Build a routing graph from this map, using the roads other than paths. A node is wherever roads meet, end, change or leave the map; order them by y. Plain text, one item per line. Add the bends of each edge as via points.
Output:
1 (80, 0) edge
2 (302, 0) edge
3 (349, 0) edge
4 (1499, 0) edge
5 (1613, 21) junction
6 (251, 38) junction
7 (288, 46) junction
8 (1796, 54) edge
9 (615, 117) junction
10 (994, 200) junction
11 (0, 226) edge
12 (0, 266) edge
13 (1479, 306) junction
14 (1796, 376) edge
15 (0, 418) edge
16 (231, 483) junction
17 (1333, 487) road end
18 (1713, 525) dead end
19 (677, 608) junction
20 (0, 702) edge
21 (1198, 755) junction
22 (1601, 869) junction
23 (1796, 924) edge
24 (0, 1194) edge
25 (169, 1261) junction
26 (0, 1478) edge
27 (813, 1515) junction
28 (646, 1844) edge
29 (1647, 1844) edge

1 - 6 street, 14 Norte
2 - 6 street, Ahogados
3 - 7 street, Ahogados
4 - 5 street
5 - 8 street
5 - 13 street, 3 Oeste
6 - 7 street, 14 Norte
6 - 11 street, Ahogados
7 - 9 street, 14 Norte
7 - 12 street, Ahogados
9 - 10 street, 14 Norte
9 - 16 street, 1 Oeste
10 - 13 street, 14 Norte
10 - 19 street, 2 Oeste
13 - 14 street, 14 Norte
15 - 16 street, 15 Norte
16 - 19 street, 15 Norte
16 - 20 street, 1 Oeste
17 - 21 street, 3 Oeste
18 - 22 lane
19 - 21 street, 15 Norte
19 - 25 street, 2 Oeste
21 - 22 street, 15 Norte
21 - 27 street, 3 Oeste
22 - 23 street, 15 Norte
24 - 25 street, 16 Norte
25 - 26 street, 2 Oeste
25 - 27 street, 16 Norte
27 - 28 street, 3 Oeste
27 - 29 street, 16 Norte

···

> **What is expected**: Each record above has to be set down again, word for word.

> **Response box**:
Build a routing graph from this map, using the roads other than paths. A node is wherever roads meet, end, change or leave the map; order them by y. Plain text, one item per line. Add the bends of each edge as via points.
Output:
1 (80, 0) edge
2 (302, 0) edge
3 (349, 0) edge
4 (1499, 0) edge
5 (1613, 21) junction
6 (251, 38) junction
7 (288, 46) junction
8 (1796, 54) edge
9 (615, 117) junction
10 (994, 200) junction
11 (0, 226) edge
12 (0, 266) edge
13 (1479, 306) junction
14 (1796, 376) edge
15 (0, 418) edge
16 (231, 483) junction
17 (1333, 487) road end
18 (1713, 525) dead end
19 (677, 608) junction
20 (0, 702) edge
21 (1198, 755) junction
22 (1601, 869) junction
23 (1796, 924) edge
24 (0, 1194) edge
25 (169, 1261) junction
26 (0, 1478) edge
27 (813, 1515) junction
28 (646, 1844) edge
29 (1647, 1844) edge

1 - 6 street, 14 Norte
2 - 6 street, Ahogados
3 - 7 street, Ahogados
4 - 5 street
5 - 8 street
5 - 13 street, 3 Oeste
6 - 7 street, 14 Norte
6 - 11 street, Ahogados
7 - 9 street, 14 Norte
7 - 12 street, Ahogados
9 - 10 street, 14 Norte
9 - 16 street, 1 Oeste
10 - 13 street, 14 Norte
10 - 19 street, 2 Oeste
13 - 14 street, 14 Norte
15 - 16 street, 15 Norte
16 - 19 street, 15 Norte
16 - 20 street, 1 Oeste
17 - 21 street, 3 Oeste
18 - 22 lane
19 - 21 street, 15 Norte
19 - 25 street, 2 Oeste
21 - 22 street, 15 Norte
21 - 27 street, 3 Oeste
22 - 23 street, 15 Norte
24 - 25 street, 16 Norte
25 - 26 street, 2 Oeste
25 - 27 street, 16 Norte
27 - 28 street, 3 Oeste
27 - 29 street, 16 Norte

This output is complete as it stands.